(Items from a dataset)
◆ ◆ ◆
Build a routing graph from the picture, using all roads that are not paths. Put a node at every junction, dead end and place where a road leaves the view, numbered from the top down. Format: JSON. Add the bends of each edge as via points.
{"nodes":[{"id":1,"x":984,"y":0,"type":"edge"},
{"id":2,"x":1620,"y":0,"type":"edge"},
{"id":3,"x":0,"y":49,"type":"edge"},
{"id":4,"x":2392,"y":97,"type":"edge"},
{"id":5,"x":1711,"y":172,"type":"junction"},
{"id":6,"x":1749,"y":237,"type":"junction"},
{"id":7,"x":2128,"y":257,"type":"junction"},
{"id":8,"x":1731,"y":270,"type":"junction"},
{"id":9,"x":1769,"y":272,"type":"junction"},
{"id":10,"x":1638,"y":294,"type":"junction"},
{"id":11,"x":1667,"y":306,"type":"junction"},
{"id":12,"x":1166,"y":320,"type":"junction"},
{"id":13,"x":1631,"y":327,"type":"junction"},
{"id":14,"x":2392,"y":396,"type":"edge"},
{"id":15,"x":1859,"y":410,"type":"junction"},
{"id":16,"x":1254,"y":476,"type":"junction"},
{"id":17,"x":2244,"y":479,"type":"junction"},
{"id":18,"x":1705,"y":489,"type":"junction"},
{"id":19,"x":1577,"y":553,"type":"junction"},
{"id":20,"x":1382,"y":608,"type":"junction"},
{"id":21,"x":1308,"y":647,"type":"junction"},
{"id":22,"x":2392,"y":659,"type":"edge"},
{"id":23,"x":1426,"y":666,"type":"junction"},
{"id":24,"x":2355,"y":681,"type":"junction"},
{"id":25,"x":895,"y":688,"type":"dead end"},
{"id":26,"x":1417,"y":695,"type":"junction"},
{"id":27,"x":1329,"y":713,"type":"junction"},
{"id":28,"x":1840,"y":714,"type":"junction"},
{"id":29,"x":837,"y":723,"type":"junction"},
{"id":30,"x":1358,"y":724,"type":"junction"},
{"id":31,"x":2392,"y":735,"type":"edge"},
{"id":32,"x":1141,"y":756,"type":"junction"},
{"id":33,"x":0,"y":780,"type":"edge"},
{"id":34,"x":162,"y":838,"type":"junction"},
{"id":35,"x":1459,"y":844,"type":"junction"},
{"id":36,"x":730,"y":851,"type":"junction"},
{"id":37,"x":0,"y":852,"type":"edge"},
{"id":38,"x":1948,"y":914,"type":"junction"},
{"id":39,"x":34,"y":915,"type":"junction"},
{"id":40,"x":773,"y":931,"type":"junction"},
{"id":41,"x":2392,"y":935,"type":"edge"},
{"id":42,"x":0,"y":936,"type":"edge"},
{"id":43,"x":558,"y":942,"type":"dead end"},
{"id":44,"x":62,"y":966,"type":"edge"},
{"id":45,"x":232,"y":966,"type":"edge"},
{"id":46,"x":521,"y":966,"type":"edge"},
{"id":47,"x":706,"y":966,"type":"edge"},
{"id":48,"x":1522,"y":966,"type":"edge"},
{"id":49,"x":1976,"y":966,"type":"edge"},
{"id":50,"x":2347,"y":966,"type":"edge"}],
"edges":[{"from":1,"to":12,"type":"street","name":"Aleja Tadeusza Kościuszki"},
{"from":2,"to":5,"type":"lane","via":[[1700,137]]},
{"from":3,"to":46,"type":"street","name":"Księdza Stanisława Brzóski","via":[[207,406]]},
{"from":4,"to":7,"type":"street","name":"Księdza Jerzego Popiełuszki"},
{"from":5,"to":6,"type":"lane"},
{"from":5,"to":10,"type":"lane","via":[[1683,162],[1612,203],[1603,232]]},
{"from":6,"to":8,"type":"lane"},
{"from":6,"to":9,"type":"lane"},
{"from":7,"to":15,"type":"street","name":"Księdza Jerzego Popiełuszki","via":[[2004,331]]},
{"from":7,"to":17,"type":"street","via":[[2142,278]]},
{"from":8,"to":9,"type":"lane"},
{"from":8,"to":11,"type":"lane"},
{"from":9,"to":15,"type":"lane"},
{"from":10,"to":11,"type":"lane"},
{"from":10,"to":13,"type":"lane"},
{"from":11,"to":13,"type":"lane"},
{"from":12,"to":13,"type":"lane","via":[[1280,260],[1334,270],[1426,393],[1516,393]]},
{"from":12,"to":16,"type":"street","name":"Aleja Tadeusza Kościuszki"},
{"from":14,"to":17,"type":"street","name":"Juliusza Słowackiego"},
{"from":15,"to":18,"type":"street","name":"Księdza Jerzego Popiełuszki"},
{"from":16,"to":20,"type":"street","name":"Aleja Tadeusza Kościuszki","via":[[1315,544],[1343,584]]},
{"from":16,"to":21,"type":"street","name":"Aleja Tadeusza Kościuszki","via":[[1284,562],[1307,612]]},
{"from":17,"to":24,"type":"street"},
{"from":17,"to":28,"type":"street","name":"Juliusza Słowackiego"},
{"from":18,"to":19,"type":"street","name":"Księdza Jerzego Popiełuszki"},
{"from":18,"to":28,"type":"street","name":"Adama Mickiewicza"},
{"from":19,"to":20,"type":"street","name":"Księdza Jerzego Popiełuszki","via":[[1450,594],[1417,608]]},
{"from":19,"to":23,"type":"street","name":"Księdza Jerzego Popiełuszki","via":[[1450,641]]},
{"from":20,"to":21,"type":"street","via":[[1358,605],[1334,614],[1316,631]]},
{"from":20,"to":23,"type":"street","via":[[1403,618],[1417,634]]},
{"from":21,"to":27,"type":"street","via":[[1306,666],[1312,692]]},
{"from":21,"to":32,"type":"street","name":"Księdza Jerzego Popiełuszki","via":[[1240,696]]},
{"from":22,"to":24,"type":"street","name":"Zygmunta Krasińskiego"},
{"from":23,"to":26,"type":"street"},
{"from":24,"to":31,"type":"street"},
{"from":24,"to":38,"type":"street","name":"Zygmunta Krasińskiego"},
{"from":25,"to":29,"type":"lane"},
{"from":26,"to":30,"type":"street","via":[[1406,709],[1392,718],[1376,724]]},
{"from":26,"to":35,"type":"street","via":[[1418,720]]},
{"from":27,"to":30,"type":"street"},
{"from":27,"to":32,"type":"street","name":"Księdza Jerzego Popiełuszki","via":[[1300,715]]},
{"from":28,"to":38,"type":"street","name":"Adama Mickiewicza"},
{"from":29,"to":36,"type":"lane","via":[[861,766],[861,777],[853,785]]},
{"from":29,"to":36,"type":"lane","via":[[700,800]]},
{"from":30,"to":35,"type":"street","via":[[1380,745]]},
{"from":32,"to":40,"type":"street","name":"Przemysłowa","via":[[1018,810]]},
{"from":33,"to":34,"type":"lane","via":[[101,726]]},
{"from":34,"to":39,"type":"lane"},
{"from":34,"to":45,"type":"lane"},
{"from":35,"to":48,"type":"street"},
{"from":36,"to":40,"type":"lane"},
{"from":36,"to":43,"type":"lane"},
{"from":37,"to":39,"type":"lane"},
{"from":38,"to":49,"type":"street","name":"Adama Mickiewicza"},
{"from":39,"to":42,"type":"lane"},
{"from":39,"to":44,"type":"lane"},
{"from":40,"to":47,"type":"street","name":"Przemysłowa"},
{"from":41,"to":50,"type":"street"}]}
◆ ◆ ◆
*Required action:*
Copy every line of the records, leaving nothing out.

*Exercise solution:*
Build a routing graph from the picture, using all roads that are not paths. Put a node at every junction, dead end and place where a road leaves the view, numbered from the top down. Format: JSON. Add the bends of each edge as via points.
{"nodes":[{"id":1,"x":984,"y":0,"type":"edge"},
{"id":2,"x":1620,"y":0,"type":"edge"},
{"id":3,"x":0,"y":49,"type":"edge"},
{"id":4,"x":2392,"y":97,"type":"edge"},
{"id":5,"x":1711,"y":172,"type":"junction"},
{"id":6,"x":1749,"y":237,"type":"junction"},
{"id":7,"x":2128,"y":257,"type":"junction"},
{"id":8,"x":1731,"y":270,"type":"junction"},
{"id":9,"x":1769,"y":272,"type":"junction"},
{"id":10,"x":1638,"y":294,"type":"junction"},
{"id":11,"x":1667,"y":306,"type":"junction"},
{"id":12,"x":1166,"y":320,"type":"junction"},
{"id":13,"x":1631,"y":327,"type":"junction"},
{"id":14,"x":2392,"y":396,"type":"edge"},
{"id":15,"x":1859,"y":410,"type":"junction"},
{"id":16,"x":1254,"y":476,"type":"junction"},
{"id":17,"x":2244,"y":479,"type":"junction"},
{"id":18,"x":1705,"y":489,"type":"junction"},
{"id":19,"x":1577,"y":553,"type":"junction"},
{"id":20,"x":1382,"y":608,"type":"junction"},
{"id":21,"x":1308,"y":647,"type":"junction"},
{"id":22,"x":2392,"y":659,"type":"edge"},
{"id":23,"x":1426,"y":666,"type":"junction"},
{"id":24,"x":2355,"y":681,"type":"junction"},
{"id":25,"x":895,"y":688,"type":"dead end"},
{"id":26,"x":1417,"y":695,"type":"junction"},
{"id":27,"x":1329,"y":713,"type":"junction"},
{"id":28,"x":1840,"y":714,"type":"junction"},
{"id":29,"x":837,"y":723,"type":"junction"},
{"id":30,"x":1358,"y":724,"type":"junction"},
{"id":31,"x":2392,"y":735,"type":"edge"},
{"id":32,"x":1141,"y":756,"type":"junction"},
{"id":33,"x":0,"y":780,"type":"edge"},
{"id":34,"x":162,"y":838,"type":"junction"},
{"id":35,"x":1459,"y":844,"type":"junction"},
{"id":36,"x":730,"y":851,"type":"junction"},
{"id":37,"x":0,"y":852,"type":"edge"},
{"id":38,"x":1948,"y":914,"type":"junction"},
{"id":39,"x":34,"y":915,"type":"junction"},
{"id":40,"x":773,"y":931,"type":"junction"},
{"id":41,"x":2392,"y":935,"type":"edge"},
{"id":42,"x":0,"y":936,"type":"edge"},
{"id":43,"x":558,"y":942,"type":"dead end"},
{"id":44,"x":62,"y":966,"type":"edge"},
{"id":45,"x":232,"y":966,"type":"edge"},
{"id":46,"x":521,"y":966,"type":"edge"},
{"id":47,"x":706,"y":966,"type":"edge"},
{"id":48,"x":1522,"y":966,"type":"edge"},
{"id":49,"x":1976,"y":966,"type":"edge"},
{"id":50,"x":2347,"y":966,"type":"edge"}],
"edges":[{"from":1,"to":12,"type":"street","name":"Aleja Tadeusza Kościuszki"},
{"from":2,"to":5,"type":"lane","via":[[1700,137]]},
{"from":3,"to":46,"type":"street","name":"Księdza Stanisława Brzóski","via":[[207,406]]},
{"from":4,"to":7,"type":"street","name":"Księdza Jerzego Popiełuszki"},
{"from":5,"to":6,"type":"lane"},
{"from":5,"to":10,"type":"lane","via":[[1683,162],[1612,203],[1603,232]]},
{"from":6,"to":8,"type":"lane"},
{"from":6,"to":9,"type":"lane"},
{"from":7,"to":15,"type":"street","name":"Księdza Jerzego Popiełuszki","via":[[2004,331]]},
{"from":7,"to":17,"type":"street","via":[[2142,278]]},
{"from":8,"to":9,"type":"lane"},
{"from":8,"to":11,"type":"lane"},
{"from":9,"to":15,"type":"lane"},
{"from":10,"to":11,"type":"lane"},
{"from":10,"to":13,"type":"lane"},
{"from":11,"to":13,"type":"lane"},
{"from":12,"to":13,"type":"lane","via":[[1280,260],[1334,270],[1426,393],[1516,393]]},
{"from":12,"to":16,"type":"street","name":"Aleja Tadeusza Kościuszki"},
{"from":14,"to":17,"type":"street","name":"Juliusza Słowackiego"},
{"from":15,"to":18,"type":"street","name":"Księdza Jerzego Popiełuszki"},
{"from":16,"to":20,"type":"street","name":"Aleja Tadeusza Kościuszki","via":[[1315,544],[1343,584]]},
{"from":16,"to":21,"type":"street","name":"Aleja Tadeusza Kościuszki","via":[[1284,562],[1307,612]]},
{"from":17,"to":24,"type":"street"},
{"from":17,"to":28,"type":"street","name":"Juliusza Słowackiego"},
{"from":18,"to":19,"type":"street","name":"Księdza Jerzego Popiełuszki"},
{"from":18,"to":28,"type":"street","name":"Adama Mickiewicza"},
{"from":19,"to":20,"type":"street","name":"Księdza Jerzego Popiełuszki","via":[[1450,594],[1417,608]]},
{"from":19,"to":23,"type":"street","name":"Księdza Jerzego Popiełuszki","via":[[1450,641]]},
{"from":20,"to":21,"type":"street","via":[[1358,605],[1334,614],[1316,631]]},
{"from":20,"to":23,"type":"street","via":[[1403,618],[1417,634]]},
{"from":21,"to":27,"type":"street","via":[[1306,666],[1312,692]]},
{"from":21,"to":32,"type":"street","name":"Księdza Jerzego Popiełuszki","via":[[1240,696]]},
{"from":22,"to":24,"type":"street","name":"Zygmunta Krasińskiego"},
{"from":23,"to":26,"type":"street"},
{"from":24,"to":31,"type":"street"},
{"from":24,"to":38,"type":"street","name":"Zygmunta Krasińskiego"},
{"from":25,"to":29,"type":"lane"},
{"from":26,"to":30,"type":"street","via":[[1406,709],[1392,718],[1376,724]]},
{"from":26,"to":35,"type":"street","via":[[1418,720]]},
{"from":27,"to":30,"type":"street"},
{"from":27,"to":32,"type":"street","name":"Księdza Jerzego Popiełuszki","via":[[1300,715]]},
{"from":28,"to":38,"type":"street","name":"Adama Mickiewicza"},
{"from":29,"to":36,"type":"lane","via":[[861,766],[861,777],[853,785]]},
{"from":29,"to":36,"type":"lane","via":[[700,800]]},
{"from":30,"to":35,"type":"street","via":[[1380,745]]},
{"from":32,"to":40,"type":"street","name":"Przemysłowa","via":[[1018,810]]},
{"from":33,"to":34,"type":"lane","via":[[101,726]]},
{"from":34,"to":39,"type":"lane"},
{"from":34,"to":45,"type":"lane"},
{"from":35,"to":48,"type":"street"},
{"from":36,"to":40,"type":"lane"},
{"from":36,"to":43,"type":"lane"},
{"from":37,"to":39,"type":"lane"},
{"from":38,"to":49,"type":"street","name":"Adama Mickiewicza"},
{"from":39,"to":42,"type":"lane"},
{"from":39,"to":44,"type":"lane"},
{"from":40,"to":47,"type":"street","name":"Przemysłowa"},
{"from":41,"to":50,"type":"street"}]}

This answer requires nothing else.